Kate has asked us to look a little forward first to five years ahead and then one year ahead. I have done this previously but this is about starting a fresh for me so that is what I am going to do.
In five years time I will be 27 so still nice and young, go me! My daughter will be 9 so she will be at the end of primary school with my son at the beginning of his primary education. Unless we have another child in 5 years time I would like to think we would still be living where we are because we are happy here overall with decent schools in the vicinity and family close by which is always a bonus.
I will be a qualified massage therapist and working part time therefore prior to that I would have built up my confidence enough to go out and work. I will have the life balance I need, regular working out, spending time with my children, my husband (we will be married very soon!) the essentials (house work) any studies and hobbies and doing more instead of being a home bunny.
So in one years time I will be newly married and happy in my relationship. I will still be a stay-at-home mum because my son will only be one but my daughter will be in full time school from September this year which will give me much more time to myself in terms of getting things done. I enjoy baking but find I often don't get the chance in the day.
I will be going to regular parent toddler groups with my son which will boost my confidence and social skills. I will have got a balanced, healthy diet and be happy with my size and weight as I am working on setting a routine that works for me. I won't ever be a social butterfly as that is not my thing, but I will certainly make an effort to see friends, have my sister over and spend quality time with those who matter.
I will be doing more for me in the way of exercise and hobbies because this really matters to me.
If i have missed anything out I apologise! My confidence is a real thing for me. There is one thing holding me back and that is simple: fear. I don't feel silly having this fear because I know why I have it. I blush A LOT and so far (since I was 9) I have not been able to find a way to deal with this.
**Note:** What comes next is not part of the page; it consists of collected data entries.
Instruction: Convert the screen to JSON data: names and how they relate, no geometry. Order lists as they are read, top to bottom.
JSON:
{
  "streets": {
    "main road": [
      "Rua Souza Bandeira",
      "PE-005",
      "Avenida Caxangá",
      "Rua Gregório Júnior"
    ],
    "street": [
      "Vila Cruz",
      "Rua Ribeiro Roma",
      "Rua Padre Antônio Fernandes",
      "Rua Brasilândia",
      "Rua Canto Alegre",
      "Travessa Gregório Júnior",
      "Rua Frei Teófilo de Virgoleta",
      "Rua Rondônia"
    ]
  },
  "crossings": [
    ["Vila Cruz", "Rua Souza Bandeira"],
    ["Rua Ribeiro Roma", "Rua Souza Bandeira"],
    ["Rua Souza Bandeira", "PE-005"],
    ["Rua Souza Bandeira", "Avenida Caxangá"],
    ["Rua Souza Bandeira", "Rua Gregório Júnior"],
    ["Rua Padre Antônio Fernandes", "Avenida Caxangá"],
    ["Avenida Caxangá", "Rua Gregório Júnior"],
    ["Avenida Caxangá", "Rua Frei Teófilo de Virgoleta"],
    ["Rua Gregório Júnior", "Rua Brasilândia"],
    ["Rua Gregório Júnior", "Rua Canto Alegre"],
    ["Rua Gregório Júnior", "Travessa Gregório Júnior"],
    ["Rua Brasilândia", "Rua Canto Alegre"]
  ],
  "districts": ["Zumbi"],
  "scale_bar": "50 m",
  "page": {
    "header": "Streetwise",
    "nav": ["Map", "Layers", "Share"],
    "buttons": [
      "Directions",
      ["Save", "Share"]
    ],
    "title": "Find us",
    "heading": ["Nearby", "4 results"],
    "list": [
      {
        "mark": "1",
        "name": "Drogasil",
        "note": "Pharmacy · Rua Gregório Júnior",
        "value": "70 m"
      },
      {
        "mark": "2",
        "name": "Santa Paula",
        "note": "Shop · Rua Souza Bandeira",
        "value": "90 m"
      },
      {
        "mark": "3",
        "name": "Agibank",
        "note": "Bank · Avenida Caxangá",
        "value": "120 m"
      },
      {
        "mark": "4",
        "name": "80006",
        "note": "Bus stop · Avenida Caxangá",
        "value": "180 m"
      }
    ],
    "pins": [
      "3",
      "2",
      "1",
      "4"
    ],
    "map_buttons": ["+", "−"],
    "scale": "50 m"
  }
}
Because of this I am really holding myself back. I won't volunteer which is ideal for my CV not to mention my confidence. I find it difficult to attend toddler groups which means my children miss out. This is no good and needs looking at. The fact is, and I know this, that i cannot stop excessive blushing (I recommend a Google here)
I won't go on anymore, it's a sensitive subject and one that a lot of people think is daft (because seeing me in this situation is 'Oh so funny')
Finding a life balance is also important to me. It would seem there are so many things to do (or that I want to do) and yet I don't want to prioritise them. Working out over blogging? Housework over sitting on my arse watching TV? I have a repetitive day to day routine which needs to change, this is where toddler groups come in!